上記のすべての要件を満たしていないが同期が有効になっている場合、レイヤーは一方向コピーとして共有されます。
注意:
分散コラボレーションでは、コピーとしてコラボレーションで共有すると、レプリケーション ID と Global ID を使用してフィーチャ レイヤーの編集内容を参加者間で同期します。 Global ID を維持することにより、既存のフィーチャのデータ編集は、新しいフィーチャではなく更新として送信されます。
コピーされたフィーチャのプロパティ
フィーチャ レイヤーまたはフィーチャ レイヤー ビューをコピーとして共有すると、以下に説明するプロパティと動作が適用されます。
削除の管理
分散コラボレーションでは、受信側の組織は、コピーとして受信したレイヤーおよびビューに対して [このアイテムが誤って削除されないようにする] オプションを有効にすることができます。 フィーチャ レイヤーまたはビューを分散コラボレーション グループから削除する際に、受信側組織で [このアイテムが誤って削除されないようにする] オプションが有効になっている場合、同期は停止されますが、受信側の組織ではレイヤーのコピーが維持されます。 フィーチャ レイヤーを再共有しても、同期は復活しません。 たとえば、フィーチャ レイヤーの共有を解除して編集を行い、その後再共有した場合、受信側組織にあるレイヤーにはその編集内容は同期されません。 レイヤーの同期を元に戻すには、まず受信側組織が [このアイテムが誤って削除されないようにする] オプションを無効化してレイヤーを削除する必要があり、その後、そのレイヤーをコピーとして再共有する必要があります。
注意:
これは、送信側組織がコラボレーションから離れたり、送信側組織内で共有されたレイヤーを削除した場合に、レイヤーが削除されるのを防止したい受信側組織におすすめします。
スキーマの変更
分散コラボレーションでは、フィーチャ レイヤーやビューのスキーマを変更できます。

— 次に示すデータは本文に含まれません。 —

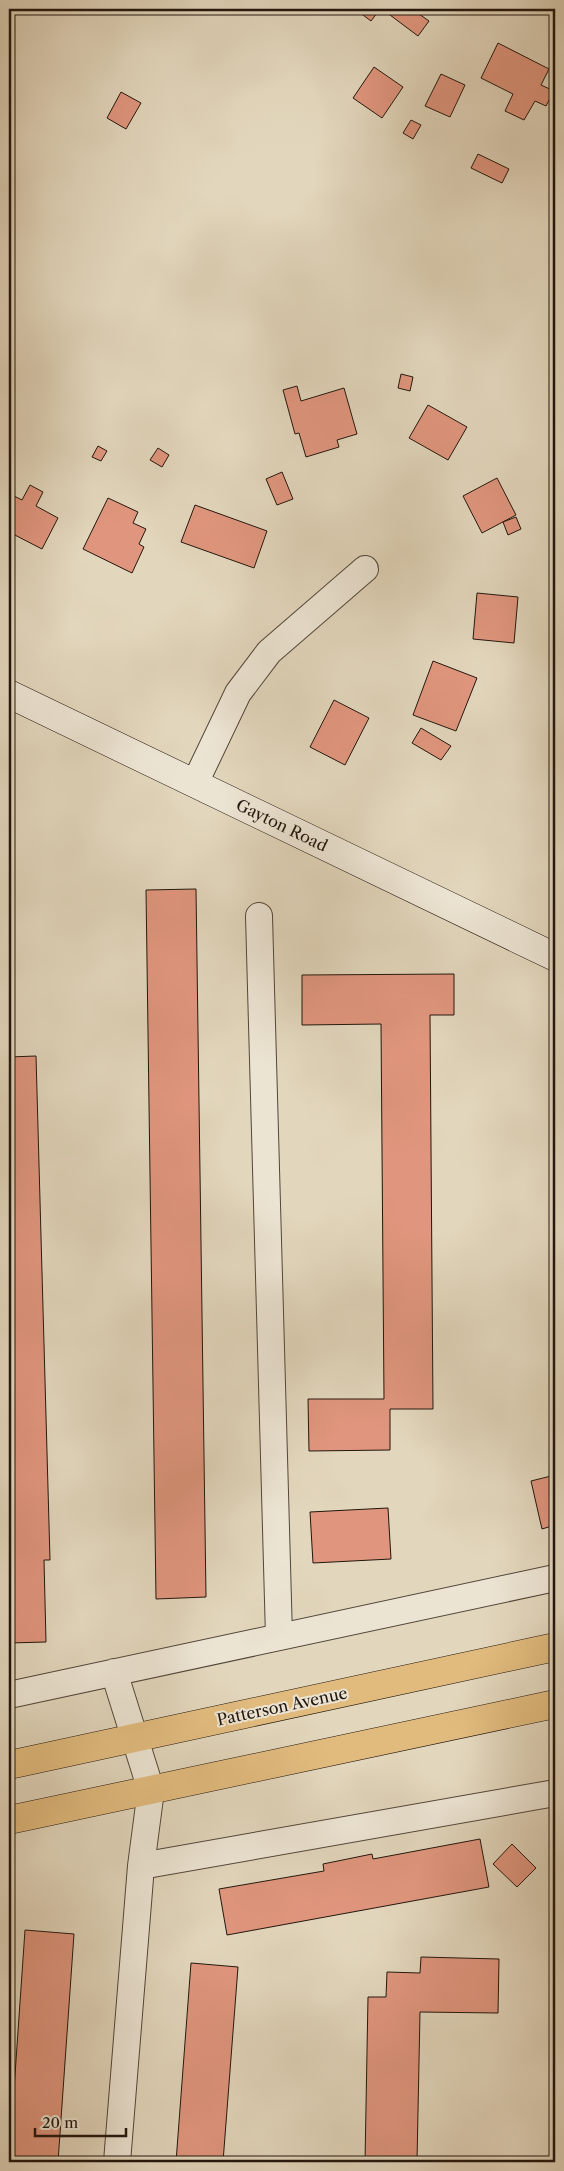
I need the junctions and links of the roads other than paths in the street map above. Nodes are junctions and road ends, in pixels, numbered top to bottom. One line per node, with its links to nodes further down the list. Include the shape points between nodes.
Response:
1 (365, 569): 3 (street, via 269,652 238,693)
2 (9, 694): 3 (street, Gayton Road)
3 (194, 783): 5 (street, Gayton Road)
4 (260, 916): 7 (street)
5 (555, 957)
6 (555, 1578): 7 (street)
7 (279, 1637): 9 (street)
8 (555, 1647): 12 (main road, Patterson Avenue)
9 (114, 1672): 10 (street); 12 (street)
10 (9, 1695)
11 (555, 1704): 14 (main road)
12 (134, 1738): 13 (main road, Patterson Avenue); 14 (street)
13 (9, 1765)
14 (151, 1790): 16 (main road); 17 (street)
15 (555, 1793): 17 (street)
16 (9, 1820)
17 (141, 1866): 18 (street)
18 (117, 2162)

ただし、これらの変更はコラボレーションの同期時には適用されません。 ワークスペースの同期には、フィーチャ レイヤーがワークスペースで共有された時点で有効になっていたレイヤーまたはテーブルに対する編集 (挿入、更新、および削除の操作) だけが含まれます。 フィールドやレイヤーの追加や削除などのスキーマの差異がある場合でも、スキーマの一致している部分には同期が適用されます。 たとえば、新しいフィールドを追加した場合、そのフィールドは受信側組織のコピーには同期されません。 スキーマの変更を受信側組織に送信するには、レイヤーの共有を解除してから、分散コラボレーション グループと再共有する必要があります。
時間設定
時間設定が有効化されたフィーチャ レイヤーおよびビューをコピーとして送信する場合、受信側組織では、コピーされたフィーチャ レイヤーに対して時間は有効化されません。